Bad memories can be so crippling that a person can’t love. Religion can break the heart and threaten the stability of the mind. Guilt and fear are injected so deep that they override the love capacity. People in churches then are riddled with anxiety and can’t really connect on a human basis. In The Unholy, it is the Ecclesia Dei, the Latin designation for the “church of God”, that essentially causes Claire, the protagonist of the story, to fear ever loving. A man loves her, and she loves him, but religious fear threatens to forever damage the potential for intimacy.

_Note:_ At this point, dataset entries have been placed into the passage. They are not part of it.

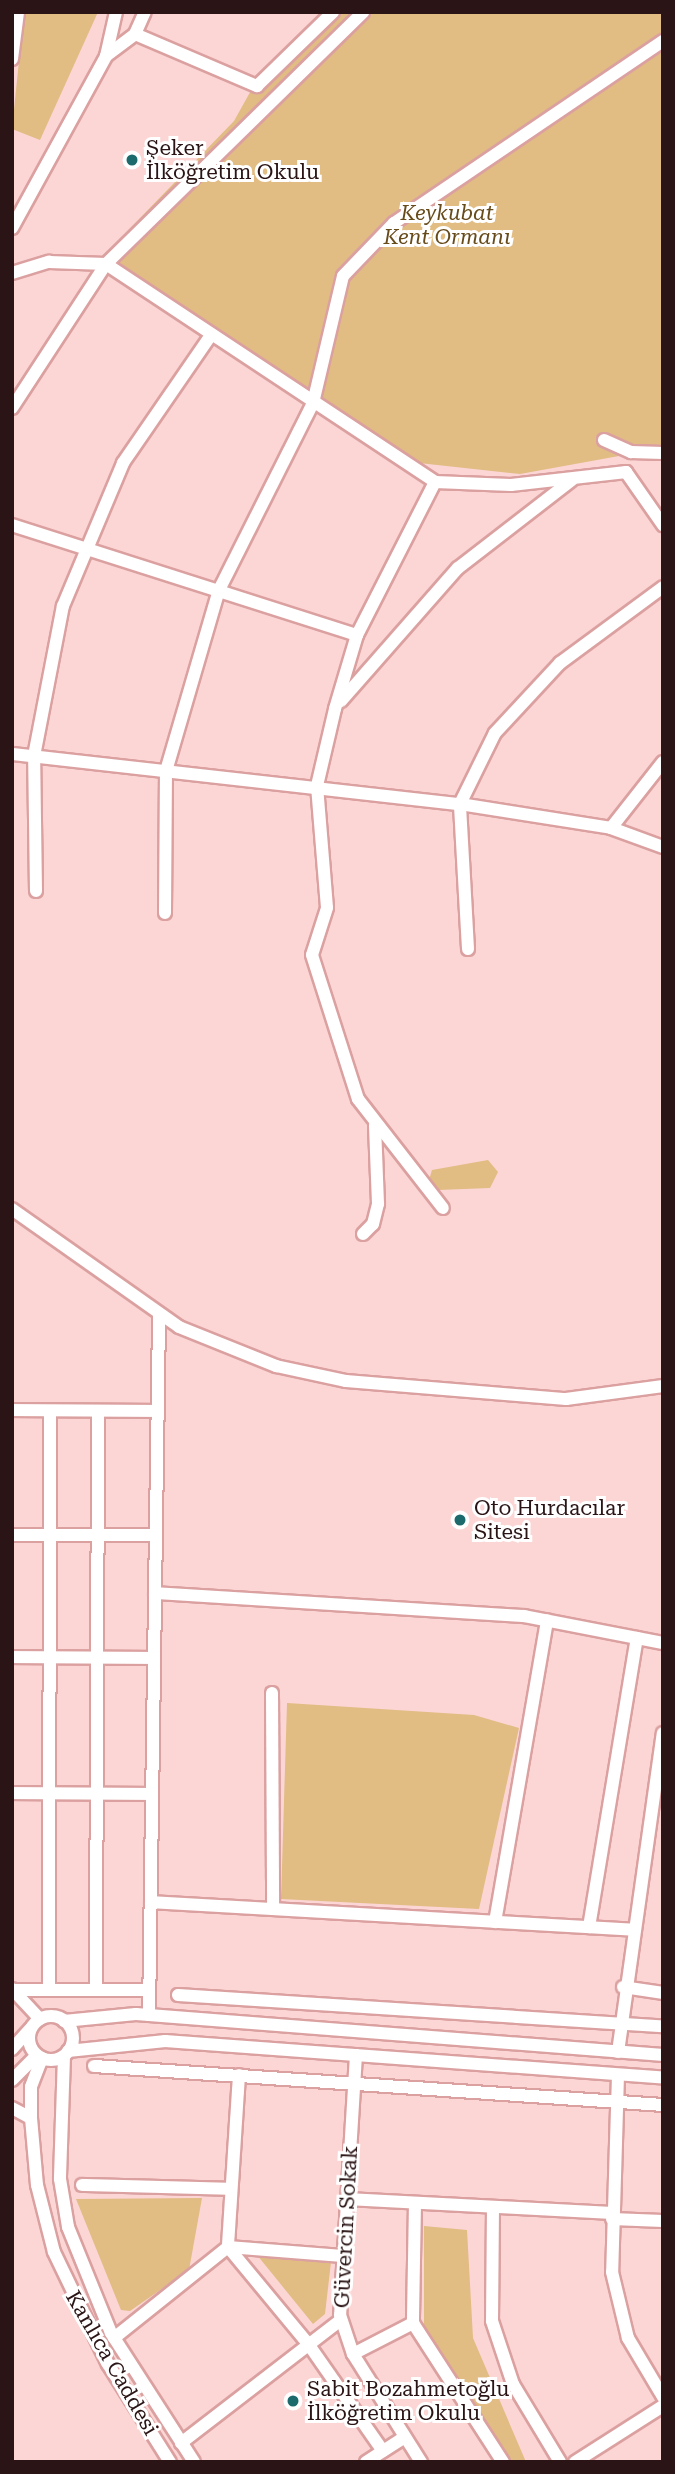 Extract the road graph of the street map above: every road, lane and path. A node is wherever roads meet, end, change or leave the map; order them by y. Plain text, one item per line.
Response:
1 (18, 12) edge
2 (116, 12) edge
3 (145, 12) edge
4 (333, 12) edge
5 (363, 12) edge
6 (135, 34) junction
7 (663, 41) edge
8 (106, 56) junction
9 (12, 59) edge
10 (257, 86) junction
11 (278, 91) junction
12 (12, 228) edge
13 (106, 264) junction
14 (12, 273) edge
15 (211, 335) junction
16 (313, 403) junction
17 (12, 408) edge
18 (604, 440) dead end
19 (663, 453) edge
20 (578, 475) junction
21 (435, 482) junction
22 (12, 525) edge
23 (663, 525) edge
24 (83, 548) junction
25 (663, 587) edge
26 (219, 590) junction
27 (357, 635) junction
28 (335, 709) junction
29 (12, 754) edge
30 (34, 757) junction
31 (663, 762) edge
32 (166, 771) junction
33 (317, 786) junction
34 (460, 804) junction
35 (611, 828) junction
36 (663, 847) edge
37 (36, 891) dead end
38 (165, 913) dead end
39 (468, 949) dead end
40 (374, 1121) junction
41 (443, 1208) dead end
42 (12, 1209) edge
43 (363, 1234) dead end
44 (159, 1315) junction
45 (663, 1386) edge
46 (12, 1410) edge
47 (50, 1411) junction
48 (98, 1411) junction
49 (158, 1411) junction
50 (12, 1535) edge
51 (50, 1535) junction
52 (97, 1535) junction
53 (156, 1535) junction
54 (155, 1593) junction
55 (547, 1620) junction
56 (637, 1638) junction
57 (663, 1643) edge
58 (12, 1657) edge
59 (50, 1658) junction
60 (97, 1658) junction
61 (154, 1658) junction
62 (272, 1693) dead end
63 (663, 1733) edge
64 (661, 1752) edge
65 (12, 1793) edge
66 (49, 1793) junction
67 (97, 1793) junction
68 (152, 1794) junction
69 (150, 1902) junction
70 (274, 1909) junction
71 (495, 1922) junction
72 (589, 1927) junction
73 (632, 1930) junction
74 (623, 1987) junction
75 (12, 1989) edge
76 (49, 1990) junction
77 (96, 1990) junction
78 (149, 1990) junction
79 (663, 1993) edge
80 (178, 1995) dead end
81 (149, 2015) junction
82 (64, 2021) junction
83 (620, 2022) junction
84 (35, 2024) junction
85 (663, 2026) edge
86 (12, 2049) edge
87 (618, 2052) junction
88 (66, 2054) junction
89 (356, 2055) junction
90 (663, 2055) edge
91 (39, 2057) junction
92 (94, 2066) dead end
93 (239, 2075) junction
94 (618, 2075) junction
95 (663, 2078) edge
96 (12, 2080) edge
97 (354, 2082) junction
98 (617, 2102) junction
99 (663, 2105) edge
100 (12, 2108) edge
101 (31, 2118) junction
102 (82, 2185) dead end
103 (232, 2189) junction
104 (346, 2199) junction
105 (415, 2203) junction
106 (493, 2207) junction
107 (612, 2216) junction
108 (663, 2221) edge
109 (228, 2246) junction
110 (343, 2256) junction
111 (341, 2320) junction
112 (413, 2323) junction
113 (114, 2338) junction
114 (309, 2344) junction
115 (352, 2354) junction
116 (661, 2391) edge
117 (663, 2406) edge
118 (405, 2437) junction
119 (181, 2443) junction
120 (383, 2451) junction
121 (170, 2462) edge
122 (194, 2462) edge
123 (366, 2462) edge
124 (421, 2462) edge
125 (503, 2462) edge
126 (560, 2462) edge
127 (575, 2462) edge

1 - 9 street
2 - 8 street
3 - 6 street
4 - 10 street
5 - 11 street
6 - 8 street
6 - 10 street
7 - 16 street
8 - 12 street
10 - 11 street
11 - 13 street
13 - 14 street
13 - 15 street
13 - 17 street
15 - 16 street
15 - 24 street
16 - 21 street
16 - 26 street
18 - 19 street
20 - 21 street
20 - 23 street
20 - 28 street
21 - 27 street
22 - 24 street
24 - 26 street
24 - 30 street
25 - 34 street
26 - 27 street
26 - 32 street
27 - 28 street
28 - 33 street
29 - 30 street
30 - 32 street
30 - 37 street
31 - 35 street
32 - 33 street
32 - 38 street
33 - 34 street
33 - 40 street
34 - 35 street
34 - 39 street
35 - 36 street
40 - 41 street
40 - 43 street
42 - 44 street
44 - 45 street
44 - 49 street
46 - 47 street
47 - 48 street
47 - 51 street
48 - 49 street
48 - 52 street
49 - 53 street
50 - 51 street
51 - 52 street
51 - 59 street
52 - 53 street
52 - 60 street
53 - 54 street
54 - 55 street
54 - 61 street
55 - 56 street
55 - 71 street
56 - 57 street
56 - 72 street
58 - 59 street
59 - 60 street
59 - 66 street
60 - 61 street
60 - 67 street
61 - 68 street
62 - 70 street
63 - 64 street
64 - 73 street
65 - 66 street
66 - 67 street
66 - 76 street
67 - 68 street
67 - 77 street
68 - 69 street
69 - 70 street
69 - 78 street
70 - 71 street
71 - 72 street
72 - 73 street
73 - 74 street
74 - 79 street
74 - 83 street
75 - 76 street
75 - 84 street
76 - 77 street
77 - 78 street
78 - 81 street
80 - 83 street
81 - 82 street
81 - 87 street
82 - 84 street
82 - 88 street, Kanlıca Caddesi
83 - 85 street
83 - 87 street
84 - 86 street
84 - 91 street
87 - 90 street
88 - 89 street
88 - 91 street
88 - 113 street, Kanlıca Caddesi
89 - 94 street
89 - 97 street, Güvercin Sokak
91 - 96 street
91 - 101 street, Kanlıca Caddesi
92 - 93 street
93 - 97 street
93 - 103 street
94 - 95 street
94 - 98 street
97 - 98 street
97 - 104 street, Güvercin Sokak
98 - 99 street
98 - 107 street
100 - 101 street
101 - 121 street, Kanlıca Caddesi
102 - 103 street
103 - 109 street
104 - 105 street
104 - 110 street, Güvercin Sokak
105 - 106 street
105 - 112 street
106 - 107 street
106 - 126 street
107 - 108 street
107 - 116 street
109 - 110 street
109 - 113 street
109 - 114 street
110 - 111 street, Güvercin Sokak
111 - 114 street
111 - 115 street, Güvercin Sokak
112 - 115 street
112 - 125 street
113 - 119 street, Kanlıca Caddesi
114 - 119 street
114 - 120 street
115 - 118 street, Güvercin Sokak
117 - 127 street
118 - 120 street
118 - 124 street, Güvercin Sokak
119 - 122 street, Kanlıca Caddesi
120 - 123 street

Claire is raised by medicine women. These are women in Aztlan who know that dreams, intuition, and herbs heal. Her mother was a medicine woman and it is she who made a fateful decision that not only ended her life but set in motion a terrible sequence of events that her daughter, Claire, then had to deal with. Trauma is transmitted generation to generation until one person finally decides to handle things with courage and truth.

Paul DeBlassieIII

Paul DeBlassie III

As the young woman in conflict in The Unholy, Claire must decide to face her worst religious fears or forever be bound by the past. Nightmares haunt her with faces looming large in the dead of night. These night terrors afflict those who suffer at the hands of the dark side of religion. The Ecclesia Dei in The Unholy portray some of the worst happenings in the church—the terrorizing of women. For Claire to not face the ghosts of the past means certain unhappiness and untimely death; to embrace her fears and who she is–a medicine woman in the making–offers hope for the future and the potential for transformation.